Of all the Office X applications, PowerPoint has evolved the least since Office 2001. Its most notable new feature, the PowerPoint Package option, lets you wrap a presentation and all of its attendant files into one neat little package, then move it into a single folder. To do this, click File > Save As and select PowerPoint Package in the Format pop-up menu. Then name the folder you want the files to reside in. Despite the dearth of new features, PowerPoint is still the best presentation package for the Mac.

Entourage, Office's combination email/calendar program, wins our most-changed application award. Unfortunately, it remains the suite's weakest element. It sports an all-new interface with large buttons that make it easy to navigate among mail, address book, calendar and notes displays. The redesigned Calendar window now consists of three panes, one of which sports a Task List that shows the day's events. And the Custom Views window (also accessible from a button) lets you combine address book, calendar, and mail information in many different ways, so you get all the information you need on a single screen.

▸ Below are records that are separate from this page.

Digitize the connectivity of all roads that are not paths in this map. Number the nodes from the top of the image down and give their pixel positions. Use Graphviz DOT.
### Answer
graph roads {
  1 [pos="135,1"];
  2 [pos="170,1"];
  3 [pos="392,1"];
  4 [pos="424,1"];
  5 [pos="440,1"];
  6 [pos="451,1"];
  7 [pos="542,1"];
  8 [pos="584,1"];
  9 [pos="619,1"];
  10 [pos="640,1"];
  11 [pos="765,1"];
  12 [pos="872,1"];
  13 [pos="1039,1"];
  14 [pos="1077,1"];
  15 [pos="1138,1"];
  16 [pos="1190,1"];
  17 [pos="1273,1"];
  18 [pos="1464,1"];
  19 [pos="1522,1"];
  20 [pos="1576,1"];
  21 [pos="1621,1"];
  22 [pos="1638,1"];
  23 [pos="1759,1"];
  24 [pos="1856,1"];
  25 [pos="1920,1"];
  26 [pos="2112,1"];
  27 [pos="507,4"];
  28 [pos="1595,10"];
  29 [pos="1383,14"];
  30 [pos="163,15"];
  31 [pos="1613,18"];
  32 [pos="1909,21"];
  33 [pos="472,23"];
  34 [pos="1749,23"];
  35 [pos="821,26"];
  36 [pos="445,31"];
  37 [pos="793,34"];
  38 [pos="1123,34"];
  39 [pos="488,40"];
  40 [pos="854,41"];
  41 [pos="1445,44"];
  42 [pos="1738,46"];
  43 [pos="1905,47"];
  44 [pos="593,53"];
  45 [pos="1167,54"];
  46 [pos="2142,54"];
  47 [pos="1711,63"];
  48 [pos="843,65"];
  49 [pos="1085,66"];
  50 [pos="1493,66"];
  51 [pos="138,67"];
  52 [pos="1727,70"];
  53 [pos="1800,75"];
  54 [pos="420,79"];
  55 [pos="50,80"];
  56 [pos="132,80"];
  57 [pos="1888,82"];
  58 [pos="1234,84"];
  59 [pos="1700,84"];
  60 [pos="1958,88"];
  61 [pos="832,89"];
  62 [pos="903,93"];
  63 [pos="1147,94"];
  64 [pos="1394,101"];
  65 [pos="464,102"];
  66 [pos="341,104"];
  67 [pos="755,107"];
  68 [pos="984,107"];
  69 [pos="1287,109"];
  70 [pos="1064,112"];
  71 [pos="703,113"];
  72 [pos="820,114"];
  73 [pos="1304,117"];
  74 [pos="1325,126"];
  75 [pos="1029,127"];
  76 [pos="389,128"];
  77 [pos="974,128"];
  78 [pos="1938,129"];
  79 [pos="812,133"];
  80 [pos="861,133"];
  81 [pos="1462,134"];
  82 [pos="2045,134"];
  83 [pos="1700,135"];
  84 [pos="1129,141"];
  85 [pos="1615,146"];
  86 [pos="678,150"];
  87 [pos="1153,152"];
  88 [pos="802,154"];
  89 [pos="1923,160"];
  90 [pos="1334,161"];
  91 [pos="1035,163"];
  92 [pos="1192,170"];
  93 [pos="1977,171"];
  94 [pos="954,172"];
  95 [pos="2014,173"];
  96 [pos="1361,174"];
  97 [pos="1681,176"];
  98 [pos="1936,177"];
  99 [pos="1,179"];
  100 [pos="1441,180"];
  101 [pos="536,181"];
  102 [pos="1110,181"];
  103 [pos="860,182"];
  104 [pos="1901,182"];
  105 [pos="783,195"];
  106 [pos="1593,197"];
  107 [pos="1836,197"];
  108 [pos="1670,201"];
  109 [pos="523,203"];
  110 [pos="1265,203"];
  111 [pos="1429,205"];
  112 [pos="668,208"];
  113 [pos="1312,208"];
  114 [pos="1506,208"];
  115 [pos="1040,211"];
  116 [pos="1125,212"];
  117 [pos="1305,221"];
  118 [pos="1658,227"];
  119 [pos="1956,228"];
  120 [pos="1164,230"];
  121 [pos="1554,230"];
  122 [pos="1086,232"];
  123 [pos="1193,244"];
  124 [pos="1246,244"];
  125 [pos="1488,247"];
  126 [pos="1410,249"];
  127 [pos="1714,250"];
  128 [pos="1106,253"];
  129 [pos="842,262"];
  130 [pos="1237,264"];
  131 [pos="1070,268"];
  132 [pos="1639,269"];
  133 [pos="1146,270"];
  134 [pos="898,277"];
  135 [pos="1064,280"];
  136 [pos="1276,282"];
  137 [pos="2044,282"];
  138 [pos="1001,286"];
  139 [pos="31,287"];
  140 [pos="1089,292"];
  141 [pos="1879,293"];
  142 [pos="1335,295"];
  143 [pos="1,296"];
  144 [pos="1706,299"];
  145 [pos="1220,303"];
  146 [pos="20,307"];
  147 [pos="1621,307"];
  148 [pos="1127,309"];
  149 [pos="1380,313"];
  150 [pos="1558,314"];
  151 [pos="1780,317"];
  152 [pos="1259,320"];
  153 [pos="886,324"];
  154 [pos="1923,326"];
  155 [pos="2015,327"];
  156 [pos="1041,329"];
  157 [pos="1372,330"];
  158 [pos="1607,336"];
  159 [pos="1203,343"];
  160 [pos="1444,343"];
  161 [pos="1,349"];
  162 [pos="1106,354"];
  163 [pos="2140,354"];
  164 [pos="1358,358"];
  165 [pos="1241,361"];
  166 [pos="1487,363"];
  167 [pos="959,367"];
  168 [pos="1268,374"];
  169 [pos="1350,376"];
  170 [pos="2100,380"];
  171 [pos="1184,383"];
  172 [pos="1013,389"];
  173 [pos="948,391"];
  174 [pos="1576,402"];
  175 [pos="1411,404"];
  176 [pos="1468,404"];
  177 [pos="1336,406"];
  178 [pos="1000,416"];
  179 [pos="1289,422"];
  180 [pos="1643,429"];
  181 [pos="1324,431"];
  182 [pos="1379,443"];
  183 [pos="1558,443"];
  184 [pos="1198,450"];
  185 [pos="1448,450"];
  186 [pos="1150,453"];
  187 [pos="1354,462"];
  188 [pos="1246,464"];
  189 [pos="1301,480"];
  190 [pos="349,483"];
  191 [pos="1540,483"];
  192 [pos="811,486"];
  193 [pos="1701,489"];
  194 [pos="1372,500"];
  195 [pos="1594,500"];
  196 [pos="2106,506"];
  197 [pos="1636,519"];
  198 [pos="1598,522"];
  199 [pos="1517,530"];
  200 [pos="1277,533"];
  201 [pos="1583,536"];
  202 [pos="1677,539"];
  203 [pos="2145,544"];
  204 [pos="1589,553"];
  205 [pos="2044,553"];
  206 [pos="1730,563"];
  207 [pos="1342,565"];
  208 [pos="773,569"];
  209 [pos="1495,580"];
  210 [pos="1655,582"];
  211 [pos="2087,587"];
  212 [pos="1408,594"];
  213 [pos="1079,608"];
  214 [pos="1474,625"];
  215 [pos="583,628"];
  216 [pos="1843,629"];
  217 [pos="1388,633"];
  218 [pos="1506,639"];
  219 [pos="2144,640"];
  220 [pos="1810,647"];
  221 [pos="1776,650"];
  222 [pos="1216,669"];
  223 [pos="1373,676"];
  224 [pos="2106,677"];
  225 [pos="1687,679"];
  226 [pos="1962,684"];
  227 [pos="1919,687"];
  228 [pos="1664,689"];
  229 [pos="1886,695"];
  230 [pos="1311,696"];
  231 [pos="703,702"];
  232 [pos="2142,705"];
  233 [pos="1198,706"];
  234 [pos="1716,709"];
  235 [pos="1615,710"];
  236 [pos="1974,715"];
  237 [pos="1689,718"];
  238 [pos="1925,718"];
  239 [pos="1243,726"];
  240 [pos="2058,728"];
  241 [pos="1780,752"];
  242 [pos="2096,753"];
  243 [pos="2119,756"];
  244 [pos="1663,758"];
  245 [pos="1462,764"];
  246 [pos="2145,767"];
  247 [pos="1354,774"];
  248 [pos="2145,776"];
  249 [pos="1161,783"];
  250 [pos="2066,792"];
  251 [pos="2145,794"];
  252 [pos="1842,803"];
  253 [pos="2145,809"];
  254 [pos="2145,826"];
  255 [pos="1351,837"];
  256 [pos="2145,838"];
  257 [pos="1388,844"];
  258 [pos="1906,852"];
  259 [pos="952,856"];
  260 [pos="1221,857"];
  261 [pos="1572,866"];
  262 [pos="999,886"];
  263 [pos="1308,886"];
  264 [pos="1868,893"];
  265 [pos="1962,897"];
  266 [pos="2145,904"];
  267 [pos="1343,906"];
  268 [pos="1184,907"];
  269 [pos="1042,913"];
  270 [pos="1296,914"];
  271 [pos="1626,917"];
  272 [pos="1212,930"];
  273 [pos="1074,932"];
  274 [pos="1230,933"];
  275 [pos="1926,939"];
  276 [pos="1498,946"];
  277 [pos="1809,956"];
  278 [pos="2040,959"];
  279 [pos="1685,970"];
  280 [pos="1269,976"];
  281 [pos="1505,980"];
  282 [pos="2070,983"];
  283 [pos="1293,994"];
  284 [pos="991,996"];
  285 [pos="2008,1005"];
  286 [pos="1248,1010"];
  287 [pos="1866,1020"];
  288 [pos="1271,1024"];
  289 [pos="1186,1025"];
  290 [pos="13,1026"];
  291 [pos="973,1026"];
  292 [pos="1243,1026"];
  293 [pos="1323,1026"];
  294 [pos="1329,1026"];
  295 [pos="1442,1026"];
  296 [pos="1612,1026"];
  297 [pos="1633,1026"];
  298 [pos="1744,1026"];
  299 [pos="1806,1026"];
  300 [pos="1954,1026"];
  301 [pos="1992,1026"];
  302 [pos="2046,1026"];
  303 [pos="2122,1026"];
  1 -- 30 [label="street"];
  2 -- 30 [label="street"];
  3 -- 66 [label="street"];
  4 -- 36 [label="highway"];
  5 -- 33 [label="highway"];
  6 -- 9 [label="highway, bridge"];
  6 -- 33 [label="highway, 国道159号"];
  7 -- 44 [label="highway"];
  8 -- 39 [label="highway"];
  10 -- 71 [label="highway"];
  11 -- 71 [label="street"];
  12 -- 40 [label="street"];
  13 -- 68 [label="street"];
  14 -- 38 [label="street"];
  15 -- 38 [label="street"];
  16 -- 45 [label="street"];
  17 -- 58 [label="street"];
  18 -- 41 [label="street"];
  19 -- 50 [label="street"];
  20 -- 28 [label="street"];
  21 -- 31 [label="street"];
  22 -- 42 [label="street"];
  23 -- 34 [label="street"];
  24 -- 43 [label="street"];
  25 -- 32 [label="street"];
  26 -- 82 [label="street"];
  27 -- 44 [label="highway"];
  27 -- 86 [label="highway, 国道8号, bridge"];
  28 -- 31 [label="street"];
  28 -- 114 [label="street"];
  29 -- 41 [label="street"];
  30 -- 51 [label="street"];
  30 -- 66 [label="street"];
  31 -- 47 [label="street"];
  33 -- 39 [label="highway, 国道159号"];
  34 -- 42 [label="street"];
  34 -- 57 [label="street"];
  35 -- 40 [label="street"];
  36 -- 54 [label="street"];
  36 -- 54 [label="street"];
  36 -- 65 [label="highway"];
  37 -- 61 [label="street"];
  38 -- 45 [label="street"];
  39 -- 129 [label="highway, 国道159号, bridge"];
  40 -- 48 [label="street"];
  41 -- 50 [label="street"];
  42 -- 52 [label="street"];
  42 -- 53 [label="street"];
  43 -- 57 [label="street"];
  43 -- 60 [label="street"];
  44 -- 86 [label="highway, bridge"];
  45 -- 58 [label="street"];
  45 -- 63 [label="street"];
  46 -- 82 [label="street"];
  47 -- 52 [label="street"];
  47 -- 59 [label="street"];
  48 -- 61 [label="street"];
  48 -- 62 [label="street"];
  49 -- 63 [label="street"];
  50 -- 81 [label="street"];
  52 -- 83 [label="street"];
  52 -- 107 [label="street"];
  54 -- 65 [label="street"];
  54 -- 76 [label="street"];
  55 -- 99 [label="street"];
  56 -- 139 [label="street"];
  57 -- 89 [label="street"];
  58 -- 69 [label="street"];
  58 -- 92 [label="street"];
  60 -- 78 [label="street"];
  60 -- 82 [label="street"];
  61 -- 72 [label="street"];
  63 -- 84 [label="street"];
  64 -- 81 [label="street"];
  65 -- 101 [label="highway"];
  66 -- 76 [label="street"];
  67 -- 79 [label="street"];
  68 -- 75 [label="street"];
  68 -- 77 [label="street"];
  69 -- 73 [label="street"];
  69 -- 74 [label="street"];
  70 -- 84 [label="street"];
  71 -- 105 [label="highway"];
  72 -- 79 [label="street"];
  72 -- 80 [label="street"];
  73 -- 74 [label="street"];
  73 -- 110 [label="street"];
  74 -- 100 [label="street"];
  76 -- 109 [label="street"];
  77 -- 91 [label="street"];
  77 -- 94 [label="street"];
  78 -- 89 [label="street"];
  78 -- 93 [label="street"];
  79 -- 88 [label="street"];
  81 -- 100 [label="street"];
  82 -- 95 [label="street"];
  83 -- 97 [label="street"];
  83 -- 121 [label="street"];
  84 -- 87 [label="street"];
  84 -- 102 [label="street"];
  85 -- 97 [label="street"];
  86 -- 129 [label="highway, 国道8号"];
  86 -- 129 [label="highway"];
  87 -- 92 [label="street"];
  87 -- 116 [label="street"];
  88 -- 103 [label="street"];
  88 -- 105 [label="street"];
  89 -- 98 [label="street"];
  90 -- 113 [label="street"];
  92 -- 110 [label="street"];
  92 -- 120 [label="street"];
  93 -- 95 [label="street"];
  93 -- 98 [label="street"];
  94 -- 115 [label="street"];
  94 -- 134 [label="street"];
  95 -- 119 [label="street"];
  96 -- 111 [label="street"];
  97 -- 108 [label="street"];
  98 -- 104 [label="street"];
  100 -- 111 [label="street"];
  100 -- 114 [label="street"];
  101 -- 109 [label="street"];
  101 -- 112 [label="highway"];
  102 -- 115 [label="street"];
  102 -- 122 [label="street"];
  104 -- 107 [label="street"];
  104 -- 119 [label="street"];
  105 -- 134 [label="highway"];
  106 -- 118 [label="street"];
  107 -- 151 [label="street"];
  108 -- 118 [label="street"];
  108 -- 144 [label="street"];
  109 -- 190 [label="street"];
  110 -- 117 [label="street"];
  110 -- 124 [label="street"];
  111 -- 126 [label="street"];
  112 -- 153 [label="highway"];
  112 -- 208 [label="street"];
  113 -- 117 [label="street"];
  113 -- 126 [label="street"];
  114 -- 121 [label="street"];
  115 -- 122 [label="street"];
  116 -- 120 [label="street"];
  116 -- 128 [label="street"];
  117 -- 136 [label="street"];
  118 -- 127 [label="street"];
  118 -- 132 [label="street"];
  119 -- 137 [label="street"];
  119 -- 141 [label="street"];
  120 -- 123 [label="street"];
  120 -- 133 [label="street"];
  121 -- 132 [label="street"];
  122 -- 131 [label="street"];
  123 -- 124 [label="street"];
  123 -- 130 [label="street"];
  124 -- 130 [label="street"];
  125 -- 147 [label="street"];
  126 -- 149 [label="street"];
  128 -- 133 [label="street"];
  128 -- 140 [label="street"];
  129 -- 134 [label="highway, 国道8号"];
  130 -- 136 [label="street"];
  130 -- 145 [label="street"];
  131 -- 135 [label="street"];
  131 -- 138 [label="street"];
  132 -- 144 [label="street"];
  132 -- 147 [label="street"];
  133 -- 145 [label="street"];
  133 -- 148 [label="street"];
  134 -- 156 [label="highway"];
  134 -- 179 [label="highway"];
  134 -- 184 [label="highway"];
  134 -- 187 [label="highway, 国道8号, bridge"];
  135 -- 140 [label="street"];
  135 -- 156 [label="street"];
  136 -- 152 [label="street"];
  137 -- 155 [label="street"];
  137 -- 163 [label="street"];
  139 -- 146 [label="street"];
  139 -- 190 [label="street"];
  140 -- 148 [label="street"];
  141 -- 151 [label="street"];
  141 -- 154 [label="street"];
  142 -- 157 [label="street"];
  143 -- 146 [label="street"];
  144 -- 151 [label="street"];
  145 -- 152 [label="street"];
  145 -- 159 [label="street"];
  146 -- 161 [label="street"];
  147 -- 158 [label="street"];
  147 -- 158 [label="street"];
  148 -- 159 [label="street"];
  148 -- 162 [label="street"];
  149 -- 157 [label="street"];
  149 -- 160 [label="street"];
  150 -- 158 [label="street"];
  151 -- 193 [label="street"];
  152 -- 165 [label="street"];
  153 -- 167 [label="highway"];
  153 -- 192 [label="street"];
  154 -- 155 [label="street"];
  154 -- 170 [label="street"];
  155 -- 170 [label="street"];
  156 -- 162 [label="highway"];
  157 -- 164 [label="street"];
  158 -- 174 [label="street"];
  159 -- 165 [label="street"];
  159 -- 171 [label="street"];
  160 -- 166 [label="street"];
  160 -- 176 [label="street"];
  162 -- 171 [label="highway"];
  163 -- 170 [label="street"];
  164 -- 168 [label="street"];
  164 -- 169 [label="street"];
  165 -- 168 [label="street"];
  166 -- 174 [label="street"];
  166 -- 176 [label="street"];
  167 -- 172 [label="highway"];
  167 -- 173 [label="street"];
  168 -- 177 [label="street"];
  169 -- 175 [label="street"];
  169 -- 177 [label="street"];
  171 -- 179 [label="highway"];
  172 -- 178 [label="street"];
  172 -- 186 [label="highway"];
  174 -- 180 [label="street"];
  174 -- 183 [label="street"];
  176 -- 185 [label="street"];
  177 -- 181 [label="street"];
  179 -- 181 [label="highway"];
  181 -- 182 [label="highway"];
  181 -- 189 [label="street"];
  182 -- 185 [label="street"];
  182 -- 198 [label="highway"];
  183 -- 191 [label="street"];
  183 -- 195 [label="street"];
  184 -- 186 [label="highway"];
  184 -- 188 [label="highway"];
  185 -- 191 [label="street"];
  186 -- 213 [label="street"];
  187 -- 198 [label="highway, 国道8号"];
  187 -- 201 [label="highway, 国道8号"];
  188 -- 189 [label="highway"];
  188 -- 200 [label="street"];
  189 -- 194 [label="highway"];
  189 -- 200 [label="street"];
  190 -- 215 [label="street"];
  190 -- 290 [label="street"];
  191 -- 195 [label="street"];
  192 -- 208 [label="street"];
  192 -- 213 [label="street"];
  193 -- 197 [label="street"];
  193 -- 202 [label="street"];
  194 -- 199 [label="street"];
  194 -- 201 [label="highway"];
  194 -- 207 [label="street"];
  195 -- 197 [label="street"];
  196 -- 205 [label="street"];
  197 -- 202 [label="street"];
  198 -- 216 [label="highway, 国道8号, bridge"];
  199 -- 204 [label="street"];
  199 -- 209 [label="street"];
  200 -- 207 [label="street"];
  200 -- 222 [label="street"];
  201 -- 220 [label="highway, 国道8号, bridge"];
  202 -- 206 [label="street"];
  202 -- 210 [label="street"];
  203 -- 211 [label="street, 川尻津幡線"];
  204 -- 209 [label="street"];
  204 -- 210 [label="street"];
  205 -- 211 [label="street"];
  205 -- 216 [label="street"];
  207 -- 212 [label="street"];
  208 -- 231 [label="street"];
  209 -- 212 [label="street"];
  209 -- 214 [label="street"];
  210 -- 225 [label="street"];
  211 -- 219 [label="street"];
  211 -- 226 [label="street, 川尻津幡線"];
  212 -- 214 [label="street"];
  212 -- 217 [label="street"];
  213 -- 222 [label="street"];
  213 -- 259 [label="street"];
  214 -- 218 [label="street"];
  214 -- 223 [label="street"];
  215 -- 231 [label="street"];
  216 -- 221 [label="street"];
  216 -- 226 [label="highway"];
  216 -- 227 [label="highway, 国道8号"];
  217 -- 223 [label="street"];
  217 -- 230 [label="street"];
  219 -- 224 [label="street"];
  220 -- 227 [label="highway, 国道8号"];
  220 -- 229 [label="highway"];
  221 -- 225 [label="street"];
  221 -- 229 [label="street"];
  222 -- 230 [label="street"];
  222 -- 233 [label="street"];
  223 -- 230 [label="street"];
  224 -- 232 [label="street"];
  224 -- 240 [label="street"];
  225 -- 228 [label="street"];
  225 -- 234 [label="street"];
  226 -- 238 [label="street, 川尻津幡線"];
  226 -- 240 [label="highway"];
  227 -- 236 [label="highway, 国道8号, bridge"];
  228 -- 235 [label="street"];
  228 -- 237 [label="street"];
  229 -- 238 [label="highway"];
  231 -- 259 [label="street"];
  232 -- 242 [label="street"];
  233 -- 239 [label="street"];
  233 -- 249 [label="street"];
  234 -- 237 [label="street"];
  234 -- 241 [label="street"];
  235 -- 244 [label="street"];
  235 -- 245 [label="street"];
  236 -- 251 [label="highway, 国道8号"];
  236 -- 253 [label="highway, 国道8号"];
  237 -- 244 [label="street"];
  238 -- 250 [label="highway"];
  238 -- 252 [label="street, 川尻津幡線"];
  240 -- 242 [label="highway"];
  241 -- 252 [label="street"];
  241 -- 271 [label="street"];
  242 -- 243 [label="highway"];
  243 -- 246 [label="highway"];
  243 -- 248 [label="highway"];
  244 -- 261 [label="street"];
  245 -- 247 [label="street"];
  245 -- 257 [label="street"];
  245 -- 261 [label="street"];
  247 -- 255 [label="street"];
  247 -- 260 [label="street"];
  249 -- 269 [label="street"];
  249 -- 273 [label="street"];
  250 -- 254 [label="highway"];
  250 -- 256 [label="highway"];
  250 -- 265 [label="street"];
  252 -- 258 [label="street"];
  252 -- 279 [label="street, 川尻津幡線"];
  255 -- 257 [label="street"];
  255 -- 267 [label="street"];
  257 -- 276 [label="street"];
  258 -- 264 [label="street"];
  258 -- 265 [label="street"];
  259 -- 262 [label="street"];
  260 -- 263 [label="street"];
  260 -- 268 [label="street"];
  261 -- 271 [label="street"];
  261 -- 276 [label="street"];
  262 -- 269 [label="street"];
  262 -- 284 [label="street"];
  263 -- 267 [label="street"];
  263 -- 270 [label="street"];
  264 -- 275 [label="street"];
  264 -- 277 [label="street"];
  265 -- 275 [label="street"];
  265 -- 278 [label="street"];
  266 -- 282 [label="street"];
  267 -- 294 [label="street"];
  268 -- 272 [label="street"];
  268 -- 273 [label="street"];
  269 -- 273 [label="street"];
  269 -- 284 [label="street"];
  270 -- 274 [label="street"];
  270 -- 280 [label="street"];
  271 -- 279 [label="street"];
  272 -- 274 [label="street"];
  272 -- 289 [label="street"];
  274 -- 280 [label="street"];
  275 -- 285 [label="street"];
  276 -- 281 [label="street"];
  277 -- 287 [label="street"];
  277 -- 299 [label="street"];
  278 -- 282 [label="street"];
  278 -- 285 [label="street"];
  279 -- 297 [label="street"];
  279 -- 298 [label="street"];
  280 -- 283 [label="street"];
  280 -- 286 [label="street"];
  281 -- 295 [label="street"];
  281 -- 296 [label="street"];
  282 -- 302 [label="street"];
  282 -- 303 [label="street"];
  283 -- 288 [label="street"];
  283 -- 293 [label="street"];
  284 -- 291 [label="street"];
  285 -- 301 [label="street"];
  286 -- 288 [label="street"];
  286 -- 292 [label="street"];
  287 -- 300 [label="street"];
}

Unfortunately, Entourage still lacks some basic PIM features. You can't print paper calendar pages that'll fit in your appointment booklet or binder, for instance. Nor can you synchronise directly to handheld Palm devices -- both features that the free Palm Desktop supports. Microsoft says direct Palm syncing will be available later as an update.

Although Office X isn't perfect, we think it's one of Microsoft's better Mac offerings. If you've been champing at the bit to upgrade to Mac OS X, you'll be pleased to have this powerful package to use with your new operating system. Office X gives you something to do with Mac OS X and shows off Apple's new OS with style.